Where fat is stored matters to cardiovascular health
The body can store fat in different locations. In this study, the researchers examined body fatness or adiposity stored in these locations:
- * Subcutaneous: fat stored in adipose tissue cells underneath the skin but outside the abdominal muscle wall.
- * Visceral: fat stored in adipose tissue cells around organs inside the abdomen.
- * Intramuscular: fat droplets stored within muscle tissue cells.
“When fat collects in muscles and around the organs it promotes inflammation and insulin resistance, which can in turn contribute to cardiovascular disease,” Feliciano said.
Greater visceral and intramuscular adiposity increased cardiovascular risk by 15% and 21%, respectively, in all of the women studied. In normal-weight women, greater visceral adiposity increased cardiovascular risk by 70%, independent of cancer treatments and pre-existing cardiovascular risk factors such as diabetes, high blood pressure, and dyslipidemia (an abnormal level of lipids, or fats, in the blood).

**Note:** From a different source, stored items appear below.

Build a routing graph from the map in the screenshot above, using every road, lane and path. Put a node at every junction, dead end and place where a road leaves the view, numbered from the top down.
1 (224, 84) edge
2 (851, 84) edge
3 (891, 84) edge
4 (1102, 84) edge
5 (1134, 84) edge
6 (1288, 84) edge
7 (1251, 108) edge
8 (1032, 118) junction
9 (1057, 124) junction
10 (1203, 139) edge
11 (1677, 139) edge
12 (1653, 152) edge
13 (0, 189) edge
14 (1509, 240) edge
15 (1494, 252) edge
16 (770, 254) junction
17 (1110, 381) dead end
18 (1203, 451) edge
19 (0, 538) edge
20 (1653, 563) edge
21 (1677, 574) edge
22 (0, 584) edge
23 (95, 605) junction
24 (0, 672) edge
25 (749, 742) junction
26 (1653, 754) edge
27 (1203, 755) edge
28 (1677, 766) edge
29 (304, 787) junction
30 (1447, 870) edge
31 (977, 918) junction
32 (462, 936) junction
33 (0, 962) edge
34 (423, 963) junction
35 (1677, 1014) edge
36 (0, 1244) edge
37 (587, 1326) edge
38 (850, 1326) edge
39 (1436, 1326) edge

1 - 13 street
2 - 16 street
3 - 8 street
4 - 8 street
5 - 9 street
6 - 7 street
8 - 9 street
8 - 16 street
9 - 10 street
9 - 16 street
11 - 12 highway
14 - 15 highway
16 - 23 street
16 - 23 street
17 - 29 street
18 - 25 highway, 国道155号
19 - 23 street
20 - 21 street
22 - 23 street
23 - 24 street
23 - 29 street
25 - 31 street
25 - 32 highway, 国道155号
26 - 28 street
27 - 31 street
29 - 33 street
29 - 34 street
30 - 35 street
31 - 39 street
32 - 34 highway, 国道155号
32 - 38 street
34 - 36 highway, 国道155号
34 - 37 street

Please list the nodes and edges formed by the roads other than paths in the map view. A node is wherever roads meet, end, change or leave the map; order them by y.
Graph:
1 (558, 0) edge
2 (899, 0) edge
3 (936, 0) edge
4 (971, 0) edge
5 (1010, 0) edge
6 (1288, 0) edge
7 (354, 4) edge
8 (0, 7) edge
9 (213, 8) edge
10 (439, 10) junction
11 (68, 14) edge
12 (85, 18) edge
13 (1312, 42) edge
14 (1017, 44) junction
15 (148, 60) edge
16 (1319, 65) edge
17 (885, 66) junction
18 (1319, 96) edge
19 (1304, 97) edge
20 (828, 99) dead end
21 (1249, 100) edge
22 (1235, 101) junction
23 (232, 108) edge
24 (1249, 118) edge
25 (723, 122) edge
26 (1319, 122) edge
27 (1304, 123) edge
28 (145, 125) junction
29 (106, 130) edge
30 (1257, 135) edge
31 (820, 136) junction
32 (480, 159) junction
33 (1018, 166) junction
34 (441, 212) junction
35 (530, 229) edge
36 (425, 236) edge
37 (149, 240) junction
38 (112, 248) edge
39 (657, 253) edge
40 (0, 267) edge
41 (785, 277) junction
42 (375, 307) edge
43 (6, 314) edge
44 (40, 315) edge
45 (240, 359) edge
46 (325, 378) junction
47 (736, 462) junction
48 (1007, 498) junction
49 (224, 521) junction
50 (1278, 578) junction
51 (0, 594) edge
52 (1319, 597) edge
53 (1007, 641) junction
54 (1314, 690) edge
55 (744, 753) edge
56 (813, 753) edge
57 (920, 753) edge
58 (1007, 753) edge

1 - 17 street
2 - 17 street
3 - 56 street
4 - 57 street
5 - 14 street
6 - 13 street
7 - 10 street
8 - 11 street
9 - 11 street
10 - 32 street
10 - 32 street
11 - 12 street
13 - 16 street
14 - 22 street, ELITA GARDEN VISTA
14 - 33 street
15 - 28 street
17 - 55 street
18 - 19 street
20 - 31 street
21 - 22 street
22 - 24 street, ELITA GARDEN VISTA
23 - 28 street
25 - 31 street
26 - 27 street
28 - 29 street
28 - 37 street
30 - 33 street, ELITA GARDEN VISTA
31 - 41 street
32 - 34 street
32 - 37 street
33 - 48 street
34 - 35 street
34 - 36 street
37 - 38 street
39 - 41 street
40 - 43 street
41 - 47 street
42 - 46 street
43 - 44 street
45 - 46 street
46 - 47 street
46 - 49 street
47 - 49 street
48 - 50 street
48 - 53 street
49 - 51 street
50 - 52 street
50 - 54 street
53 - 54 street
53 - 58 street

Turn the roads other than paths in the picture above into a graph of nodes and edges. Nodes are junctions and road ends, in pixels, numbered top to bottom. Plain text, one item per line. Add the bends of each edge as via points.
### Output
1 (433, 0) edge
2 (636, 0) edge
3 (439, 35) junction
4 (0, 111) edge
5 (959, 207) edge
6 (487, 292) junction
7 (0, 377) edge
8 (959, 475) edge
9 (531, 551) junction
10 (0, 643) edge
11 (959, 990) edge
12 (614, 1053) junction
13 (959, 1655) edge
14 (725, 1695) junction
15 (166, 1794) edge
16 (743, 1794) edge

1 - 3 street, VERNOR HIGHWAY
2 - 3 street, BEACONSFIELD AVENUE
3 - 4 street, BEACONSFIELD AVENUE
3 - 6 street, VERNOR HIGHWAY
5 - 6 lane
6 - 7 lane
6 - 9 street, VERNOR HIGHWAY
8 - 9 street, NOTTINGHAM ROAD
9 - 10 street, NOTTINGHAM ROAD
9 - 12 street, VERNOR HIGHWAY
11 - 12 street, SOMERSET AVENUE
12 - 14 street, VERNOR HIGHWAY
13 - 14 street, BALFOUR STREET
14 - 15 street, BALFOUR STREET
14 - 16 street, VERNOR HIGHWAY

When the researchers examined BMI categories, which are more-often used clinically, only severely obese women had an increased cardiovascular risk; there was no increased risk in the lower BMI categories.
“The greatly increased cardiovascular risk among normal-weight patients with visceral adiposity would go undetected with BMI alone,” said senior author Bette J. Caan, DrPH, senior research scientist at the Division of Research.
Body composition vs. BMI
Caan co-authored recent research published in JAMA Oncology, which identified a similar increase in heart risks in colorectal cancer patients who had greater visceral and intramuscular adiposity, as well as a study in JAMA Network Open, which found an increased risk of both cardiovascular and cancer mortality in normal-weight women who had central obesity.
Feliciano said that clinicians, including the cancer care team, should consider body composition in addition to BMI when assessing the risk of heart disease in breast cancer patients. “Waist circumference can serve as a simple proxy for central obesity, and CT scans — which are often available in cancer patients — can also be used to help to identify patients with excess adiposity at risk of cardiovascular disease,” she said.
Caan is principal investigator of the ongoing FORCE trial, which is testing a resistance-training intervention in cancer patients to help optimize body composition during cancer treatment.
“We know that resistance training is safe during active chemotherapy. It’s effective in building muscle and reducing intramuscular and visceral adiposity, and it has known benefits for improving short-term measures of cardiovascular risk,” Feliciano said. “Resistance training has a lot of potential for benefit and little potential for harm in cancer patients.”
The National Cancer Institute (R01CA184953) supported this study, and Feliciano was additionally supported by K01CA226155.
In addition to Feliciano and Caan, co-authors were Wendy Y. Chen, MD, MPH, Dana Farber Cancer Institute; Patrick T. Bradshaw, PhD, University of California, Berkeley; Carla M. Prado, PhD, University of Alberta, Edmonton; and Stacey Alexeeff, PhD, Kathleen B. Albers, MPH, and Adrienne L. Castillo, MS, Kaiser Permanente Northern California Division of Research.